Hats off to hatpins, the item whose purpose was just the opposite, keeping a lady’s chapeau in place.
These decorative gems are emerging as a popular collectible, according to a recent article in Antique Trader Weekly.
Hatpins were an essential fashion accessory between 1850 and 1930. Women’s hairstyles allowed a long pin to be inserted through a hat and buried in the tresses, securing the hat in place.
As women began bobbing their hair in the 1920s, hatpins declined in popularity.
“Pieces were often removed from their pins and turned into brooches or other forms of jewelry, so finding an intact original hatpin today is one factor that makes them valuable,” said Angela Black, a contributor to Antique Trader Weekly.
Lillian Baker, author of the Encyclopedia of Hatpins and Hatpin Holders (Schiffer Publishing, 1998), can be credited with encouraging the modern-day hatpin revival.
Baker is hailed as a pioneer in documenting hatpins of the Victorian, Edwardian and Art Nouveau historical periods. She was also the founder of the first club for hatpin collectors, the International Club for Collectors of Hatpins and Hatpin Holders.
The most sought-after hatpins are those with filigree design, intricate carvings and precious stones. Among the most valuable are pins designed by Fabergé, Cartier and Lalique.

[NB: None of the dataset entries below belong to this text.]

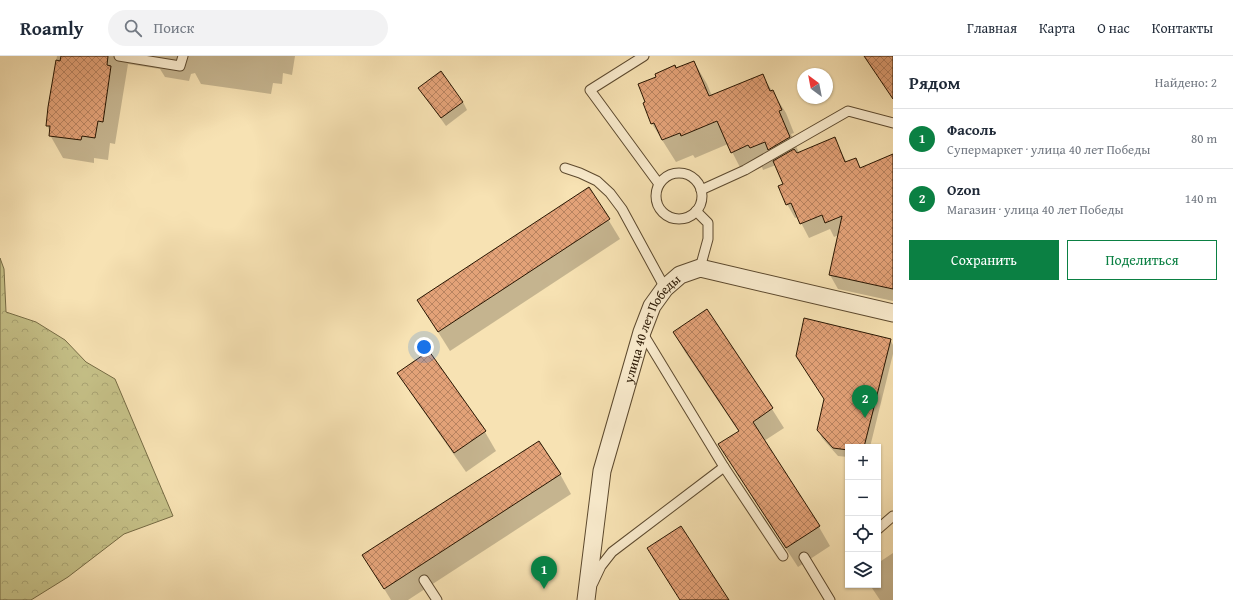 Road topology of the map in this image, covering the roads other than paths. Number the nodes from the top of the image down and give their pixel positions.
1 (118, 56) edge
2 (183, 56) edge
3 (644, 56) edge
4 (893, 123) edge
5 (565, 168) dead end
6 (659, 184) junction
7 (701, 190) junction
8 (696, 211) junction
9 (700, 268) junction
10 (665, 288) junction
11 (893, 313) edge
12 (642, 332) junction
13 (724, 466) junction
14 (893, 516) edge
15 (881, 526) edge
16 (783, 556) dead end
17 (804, 557) dead end
18 (424, 580) dead end
19 (587, 599) edge
20 (437, 600) edge
21 (830, 600) edge

1 - 2 lane
3 - 6 lane
4 - 7 lane
5 - 10 lane
6 - 7 lane
6 - 8 lane
7 - 8 lane
8 - 9 lane
9 - 10 street, улица 40 лет Победы
9 - 11 street, улица 40 лет Победы
10 - 12 street, улица 40 лет Победы
12 - 13 lane
12 - 19 street, улица 40 лет Победы
13 - 16 lane
13 - 19 lane
14 - 15 lane
17 - 21 lane
18 - 20 lane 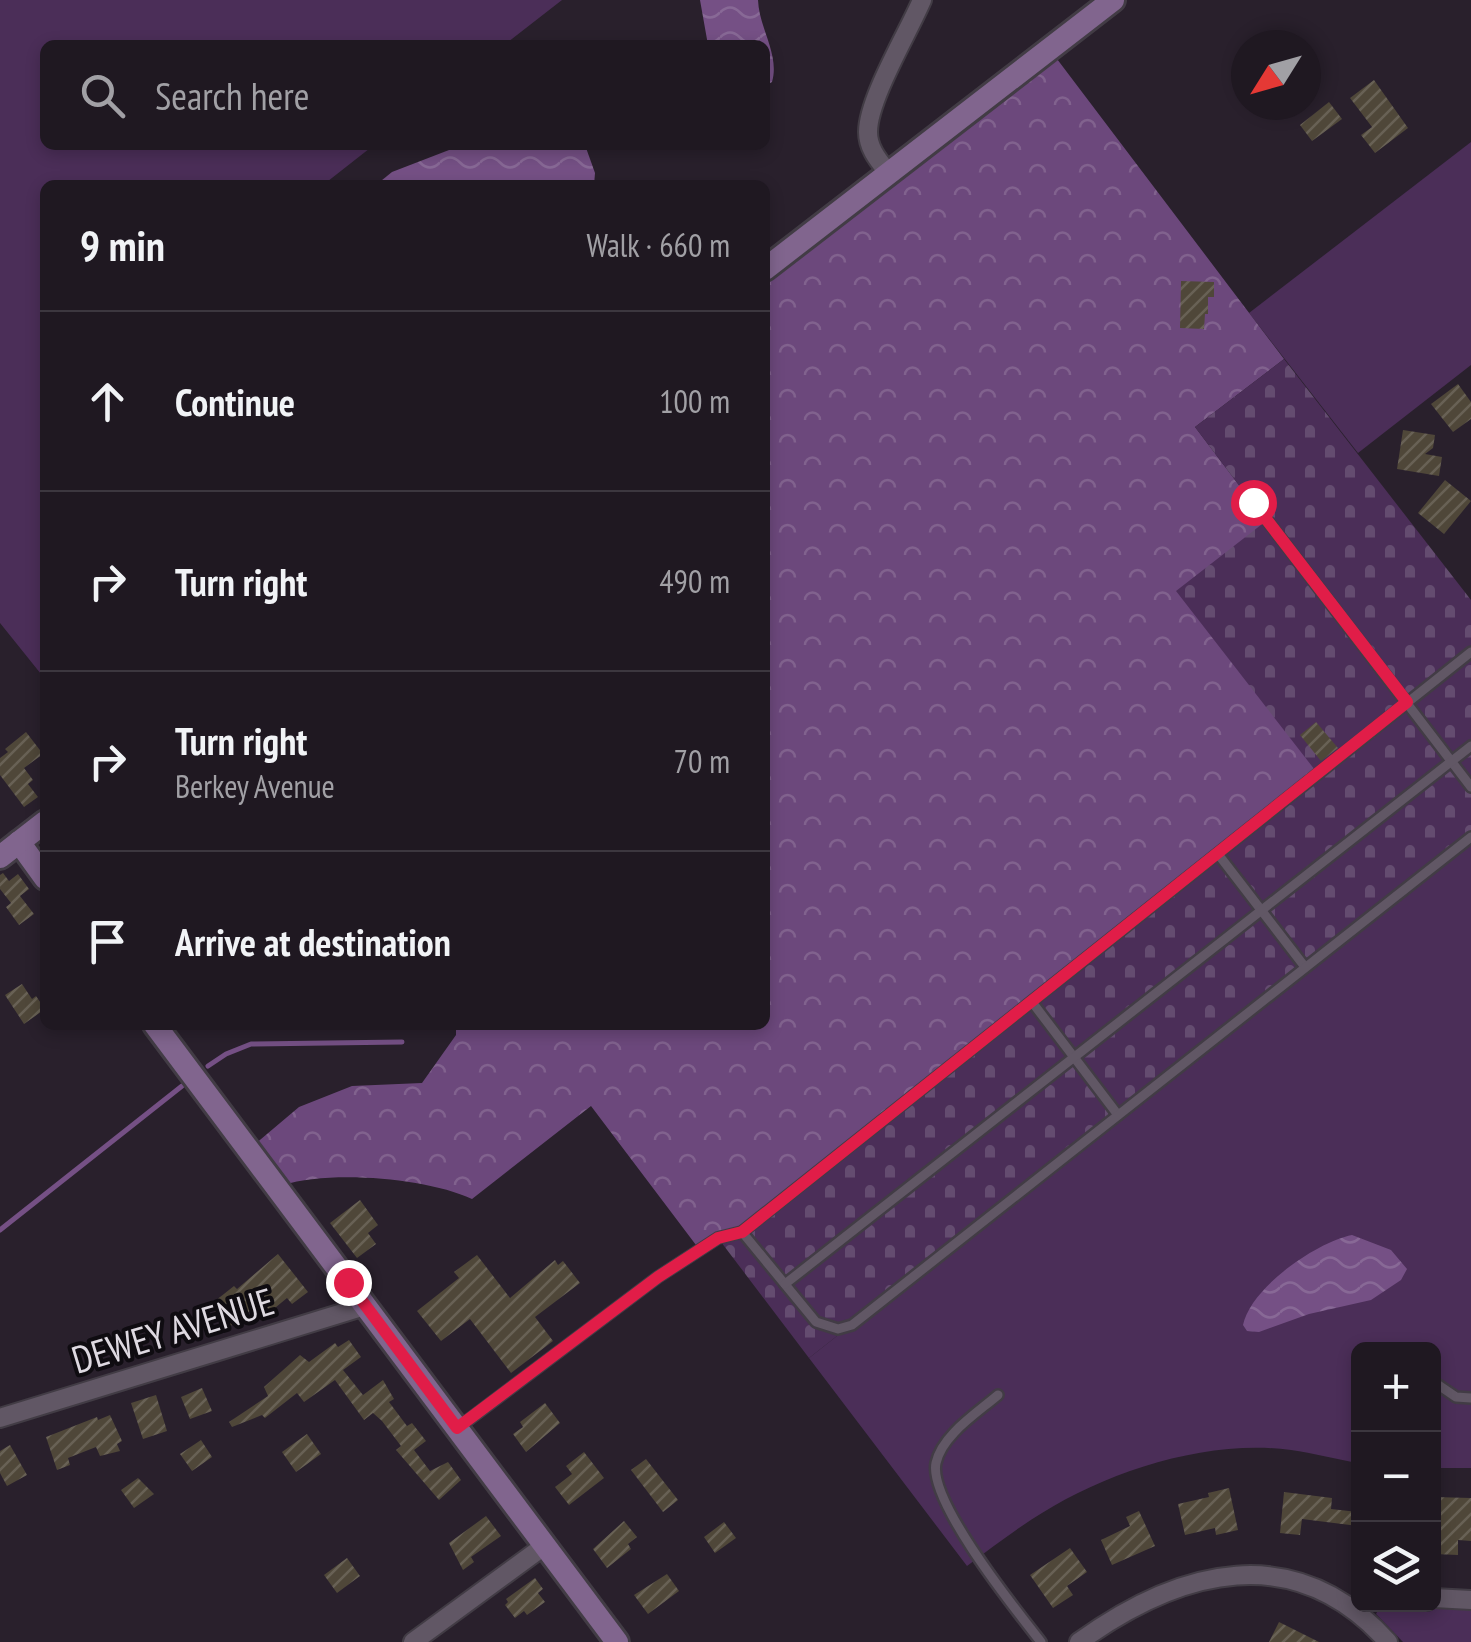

Collectors can expect to pay from $20 for a plain design in an online auction to several hundred dollars for a top-of-the-line pin from a respected dealer. The cream of the crop, those with precious stones can command more than $1,000.
Not surprisingly, ladies needed somewhere to store their pins when they bared their heads — hence the hatpin holder, a companion collectible.
Most holders were produced in Europe, others in the Orient. Royal Doulton, Rookwood and Staffordshire are among the more collectible producers.
Some holders also accommodate rings and earrings.
Because of the growing demand, reproductions and fakes can be a problem for the beginning collector.
“One quick identifier is what we refer to as beads-on-a-stick. This is when someone has simply strung glass beads onto a pin. They were never made that way,” said Virginia Woodbury, president of the American Hatpin Society.
Experts suggest novice collectors join a club, attend conventions and research the subject to ensure an authentic collection.
“Buy quality, not quantity. Quality always sells — cheap ones you’ll never get rid of,” Woodbury suggested.